▶ [WHAT THE TASK ASKS]: Reproduce the records word for word, leaving out any pictures they hold.

▶ [MATERIAL SHOWN]:
-=-=-=-=-
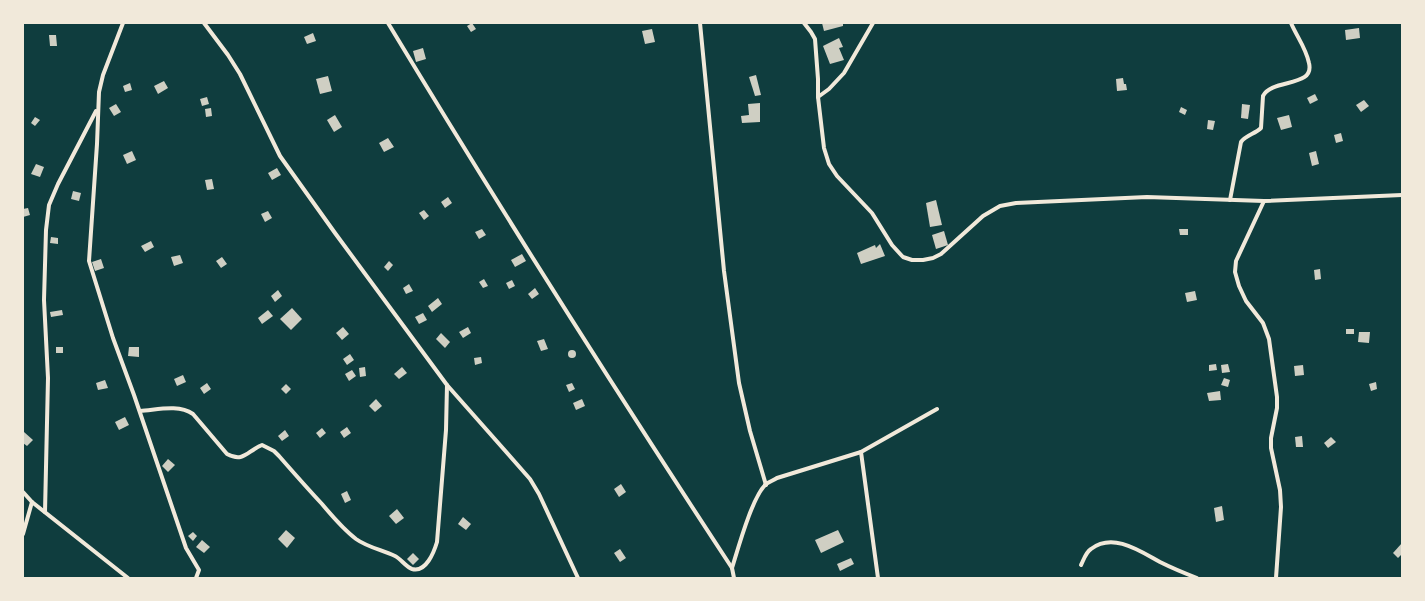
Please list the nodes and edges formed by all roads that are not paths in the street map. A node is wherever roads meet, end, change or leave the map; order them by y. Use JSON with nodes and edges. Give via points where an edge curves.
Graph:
{"nodes":[{"id":1,"x":123,"y":23,"type":"edge"},
{"id":2,"x":204,"y":23,"type":"edge"},
{"id":3,"x":388,"y":23,"type":"edge"},
{"id":4,"x":700,"y":23,"type":"edge"},
{"id":5,"x":804,"y":23,"type":"edge"},
{"id":6,"x":873,"y":23,"type":"edge"},
{"id":7,"x":1291,"y":23,"type":"edge"},
{"id":8,"x":818,"y":97,"type":"junction"},
{"id":9,"x":97,"y":109,"type":"junction"},
{"id":10,"x":1402,"y":195,"type":"edge"},
{"id":11,"x":1230,"y":200,"type":"junction"},
{"id":12,"x":1264,"y":201,"type":"junction"},
{"id":13,"x":447,"y":385,"type":"junction"},
{"id":14,"x":937,"y":409,"type":"dead end"},
{"id":15,"x":140,"y":411,"type":"junction"},
{"id":16,"x":861,"y":452,"type":"junction"},
{"id":17,"x":766,"y":484,"type":"junction"},
{"id":18,"x":23,"y":492,"type":"edge"},
{"id":19,"x":32,"y":502,"type":"junction"},
{"id":20,"x":45,"y":512,"type":"junction"},
{"id":21,"x":23,"y":534,"type":"edge"},
{"id":22,"x":1081,"y":564,"type":"dead end"},
{"id":23,"x":732,"y":568,"type":"junction"},
{"id":24,"x":128,"y":578,"type":"edge"},
{"id":25,"x":196,"y":578,"type":"edge"},
{"id":26,"x":578,"y":578,"type":"edge"},
{"id":27,"x":734,"y":578,"type":"edge"},
{"id":28,"x":878,"y":578,"type":"edge"},
{"id":29,"x":1197,"y":578,"type":"edge"},
{"id":30,"x":1276,"y":578,"type":"edge"}],
"edges":[{"from":1,"to":9,"type":"street","via":[[103,75]]},
{"from":2,"to":13,"type":"street","via":[[240,74],[280,156]]},
{"from":3,"to":23,"type":"street","via":[[468,155]]},
{"from":4,"to":17,"type":"street","via":[[724,271],[739,383],[750,432]]},
{"from":5,"to":8,"type":"street","via":[[814,39]]},
{"from":6,"to":8,"type":"street","via":[[844,73],[829,90]]},
{"from":7,"to":11,"type":"street","via":[[1304,47],[1310,71],[1304,79],[1279,85],[1263,96],[1261,128],[1241,142]]},
{"from":8,"to":11,"type":"street","via":[[824,148],[829,164],[872,213],[892,245],[903,257],[912,260],[933,258],[941,254],[987,213],[1000,206],[1016,203],[1147,197]]},
{"from":9,"to":15,"type":"street","via":[[89,261],[113,338]]},
{"from":9,"to":20,"type":"street","via":[[58,184],[48,211],[44,300],[48,378]]},
{"from":10,"to":12,"type":"street"},
{"from":11,"to":12,"type":"street"},
{"from":12,"to":30,"type":"street","via":[[1234,266],[1239,286],[1268,335],[1277,397],[1271,438],[1281,507]]},
{"from":13,"to":15,"type":"street","via":[[437,542],[429,561],[416,569],[356,539],[342,527],[279,456],[267,447],[262,445],[239,458],[234,458],[227,454],[187,410],[180,408]]},
{"from":13,"to":26,"type":"street","via":[[530,479]]},
{"from":14,"to":16,"type":"street"},
{"from":15,"to":25,"type":"street","via":[[186,548],[199,570]]},
{"from":16,"to":17,"type":"street","via":[[777,478]]},
{"from":16,"to":28,"type":"street"},
{"from":17,"to":23,"type":"street","via":[[743,531]]},
{"from":18,"to":19,"type":"street"},
{"from":19,"to":20,"type":"street"},
{"from":19,"to":21,"type":"street"},
{"from":20,"to":24,"type":"street"},
{"from":22,"to":29,"type":"street","via":[[1091,549],[1110,543],[1122,543]]},
{"from":23,"to":27,"type":"street"}]}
-=-=-=-=-
▶ [PROBLEM SOLUTION]:
Please list the nodes and edges formed by all roads that are not paths in the street map. A node is wherever roads meet, end, change or leave the map; order them by y. Use JSON with nodes and edges. Give via points where an edge curves.
Graph:
{"nodes":[{"id":1,"x":123,"y":23,"type":"edge"},
{"id":2,"x":204,"y":23,"type":"edge"},
{"id":3,"x":388,"y":23,"type":"edge"},
{"id":4,"x":700,"y":23,"type":"edge"},
{"id":5,"x":804,"y":23,"type":"edge"},
{"id":6,"x":873,"y":23,"type":"edge"},
{"id":7,"x":1291,"y":23,"type":"edge"},
{"id":8,"x":818,"y":97,"type":"junction"},
{"id":9,"x":97,"y":109,"type":"junction"},
{"id":10,"x":1402,"y":195,"type":"edge"},
{"id":11,"x":1230,"y":200,"type":"junction"},
{"id":12,"x":1264,"y":201,"type":"junction"},
{"id":13,"x":447,"y":385,"type":"junction"},
{"id":14,"x":937,"y":409,"type":"dead end"},
{"id":15,"x":140,"y":411,"type":"junction"},
{"id":16,"x":861,"y":452,"type":"junction"},
{"id":17,"x":766,"y":484,"type":"junction"},
{"id":18,"x":23,"y":492,"type":"edge"},
{"id":19,"x":32,"y":502,"type":"junction"},
{"id":20,"x":45,"y":512,"type":"junction"},
{"id":21,"x":23,"y":534,"type":"edge"},
{"id":22,"x":1081,"y":564,"type":"dead end"},
{"id":23,"x":732,"y":568,"type":"junction"},
{"id":24,"x":128,"y":578,"type":"edge"},
{"id":25,"x":196,"y":578,"type":"edge"},
{"id":26,"x":578,"y":578,"type":"edge"},
{"id":27,"x":734,"y":578,"type":"edge"},
{"id":28,"x":878,"y":578,"type":"edge"},
{"id":29,"x":1197,"y":578,"type":"edge"},
{"id":30,"x":1276,"y":578,"type":"edge"}],
"edges":[{"from":1,"to":9,"type":"street","via":[[103,75]]},
{"from":2,"to":13,"type":"street","via":[[240,74],[280,156]]},
{"from":3,"to":23,"type":"street","via":[[468,155]]},
{"from":4,"to":17,"type":"street","via":[[724,271],[739,383],[750,432]]},
{"from":5,"to":8,"type":"street","via":[[814,39]]},
{"from":6,"to":8,"type":"street","via":[[844,73],[829,90]]},
{"from":7,"to":11,"type":"street","via":[[1304,47],[1310,71],[1304,79],[1279,85],[1263,96],[1261,128],[1241,142]]},
{"from":8,"to":11,"type":"street","via":[[824,148],[829,164],[872,213],[892,245],[903,257],[912,260],[933,258],[941,254],[987,213],[1000,206],[1016,203],[1147,197]]},
{"from":9,"to":15,"type":"street","via":[[89,261],[113,338]]},
{"from":9,"to":20,"type":"street","via":[[58,184],[48,211],[44,300],[48,378]]},
{"from":10,"to":12,"type":"street"},
{"from":11,"to":12,"type":"street"},
{"from":12,"to":30,"type":"street","via":[[1234,266],[1239,286],[1268,335],[1277,397],[1271,438],[1281,507]]},
{"from":13,"to":15,"type":"street","via":[[437,542],[429,561],[416,569],[356,539],[342,527],[279,456],[267,447],[262,445],[239,458],[234,458],[227,454],[187,410],[180,408]]},
{"from":13,"to":26,"type":"street","via":[[530,479]]},
{"from":14,"to":16,"type":"street"},
{"from":15,"to":25,"type":"street","via":[[186,548],[199,570]]},
{"from":16,"to":17,"type":"street","via":[[777,478]]},
{"from":16,"to":28,"type":"street"},
{"from":17,"to":23,"type":"street","via":[[743,531]]},
{"from":18,"to":19,"type":"street"},
{"from":19,"to":20,"type":"street"},
{"from":19,"to":21,"type":"street"},
{"from":20,"to":24,"type":"street"},
{"from":22,"to":29,"type":"street","via":[[1091,549],[1110,543],[1122,543]]},
{"from":23,"to":27,"type":"street"}]}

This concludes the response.